- Burjan
- Coordinates: 44°40′50″N 21°13′38″E﻿ / ﻿44.68056°N 21.22722°E
- Country: Serbia
- District: Braničevo District
- City: Požarevac
- Time zone: UTC+1 (CET)
- • Summer (DST): UTC+2 (CEST)

= Burjan, Požarevac =

Burjan (Serbian Cyrillic: Бурјан) is a settlement in the municipality of Požarevac, Serbia. It was settled by the former residents of the village of Burjan near Požarevac, who, during the time of Prince Miloš Obrenović, settled in an uninhabited part of Požarevac and formed a settlement.

According to the 2002 census, Burjan has a population of 10,000 people.

==History==
The village of Burjan was once located between Požarevac and Dragovac. Even today, there is a stretch between these two settlements called Staro selo (Old Village). During the time of Prince Miloš, it was displaced and its inhabitants settled in Požarevac. The oldest part of Burjan are today's Stiška and Vlajka Pavlovića (Težačka) streets.

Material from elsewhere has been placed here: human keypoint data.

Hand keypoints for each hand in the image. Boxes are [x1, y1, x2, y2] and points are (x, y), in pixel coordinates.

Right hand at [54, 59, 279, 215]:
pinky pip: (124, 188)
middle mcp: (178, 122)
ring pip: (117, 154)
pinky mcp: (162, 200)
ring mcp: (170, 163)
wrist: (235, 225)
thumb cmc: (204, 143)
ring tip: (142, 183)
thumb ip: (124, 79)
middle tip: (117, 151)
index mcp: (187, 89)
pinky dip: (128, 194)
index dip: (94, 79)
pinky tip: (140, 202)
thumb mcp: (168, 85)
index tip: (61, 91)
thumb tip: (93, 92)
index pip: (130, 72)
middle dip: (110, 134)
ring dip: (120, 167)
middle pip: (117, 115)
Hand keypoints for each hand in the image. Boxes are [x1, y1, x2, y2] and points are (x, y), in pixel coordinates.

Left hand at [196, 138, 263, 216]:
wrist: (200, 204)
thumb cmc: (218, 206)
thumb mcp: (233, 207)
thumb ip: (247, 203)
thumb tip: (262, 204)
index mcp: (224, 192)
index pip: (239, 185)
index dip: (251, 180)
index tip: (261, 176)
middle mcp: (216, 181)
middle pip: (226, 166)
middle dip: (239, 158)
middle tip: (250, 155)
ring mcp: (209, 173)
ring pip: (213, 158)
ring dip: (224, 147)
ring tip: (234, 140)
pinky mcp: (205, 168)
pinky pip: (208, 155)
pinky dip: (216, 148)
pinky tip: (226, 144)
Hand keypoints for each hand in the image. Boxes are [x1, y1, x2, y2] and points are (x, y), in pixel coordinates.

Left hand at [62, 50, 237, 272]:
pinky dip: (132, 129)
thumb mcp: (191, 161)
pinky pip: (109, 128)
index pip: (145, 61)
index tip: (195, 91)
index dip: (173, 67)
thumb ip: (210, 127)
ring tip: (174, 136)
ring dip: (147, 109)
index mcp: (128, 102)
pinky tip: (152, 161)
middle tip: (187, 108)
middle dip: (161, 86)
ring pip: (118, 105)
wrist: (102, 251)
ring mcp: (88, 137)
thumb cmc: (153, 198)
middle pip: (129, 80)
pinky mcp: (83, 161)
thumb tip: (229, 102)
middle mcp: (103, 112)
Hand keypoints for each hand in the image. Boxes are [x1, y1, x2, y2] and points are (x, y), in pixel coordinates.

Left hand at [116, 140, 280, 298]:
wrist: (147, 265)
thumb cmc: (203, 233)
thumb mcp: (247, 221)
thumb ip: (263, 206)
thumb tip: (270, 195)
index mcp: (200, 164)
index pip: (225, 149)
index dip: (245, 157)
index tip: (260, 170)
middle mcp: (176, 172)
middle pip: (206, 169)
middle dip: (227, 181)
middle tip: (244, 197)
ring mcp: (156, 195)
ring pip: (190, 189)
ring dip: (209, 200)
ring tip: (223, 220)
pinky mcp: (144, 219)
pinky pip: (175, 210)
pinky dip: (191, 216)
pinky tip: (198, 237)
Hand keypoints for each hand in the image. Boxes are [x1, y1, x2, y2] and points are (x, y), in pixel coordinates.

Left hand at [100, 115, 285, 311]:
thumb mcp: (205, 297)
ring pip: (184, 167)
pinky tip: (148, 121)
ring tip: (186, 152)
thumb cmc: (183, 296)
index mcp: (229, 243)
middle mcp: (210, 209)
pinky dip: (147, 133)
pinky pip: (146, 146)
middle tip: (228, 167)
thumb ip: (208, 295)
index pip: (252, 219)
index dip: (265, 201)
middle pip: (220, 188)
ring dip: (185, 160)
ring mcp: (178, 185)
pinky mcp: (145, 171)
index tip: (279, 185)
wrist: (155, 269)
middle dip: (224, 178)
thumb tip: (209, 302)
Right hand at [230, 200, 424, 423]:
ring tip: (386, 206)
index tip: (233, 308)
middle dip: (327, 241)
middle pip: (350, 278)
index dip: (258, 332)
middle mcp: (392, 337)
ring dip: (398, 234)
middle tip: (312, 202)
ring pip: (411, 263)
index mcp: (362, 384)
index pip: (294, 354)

The current mala of Burjan was established on the western edge of Požarevac (in 1826), and before that it existed as a separate village, four kilometres west of Požarevac (on the midpoint between the village of Dragovac and the state property of Ljubičevo, between the Dragovački put street and the Resava river). After the collapse of the First Serbian Uprising in 1813, it was deserted, and later repopulated. After 1813, most people from the Zaječar area moved to Burjan (mainly from the village of Veliki Izvor). Burjan was moved to Požarevac by order of Prince Miloš so that the people of Burjan would be under the control of the town authorities. In addition, Prince Miloš wanted to enlarge Požarevac as his capital at the time.

The feast day of Burjan is the Feast of the Ascension.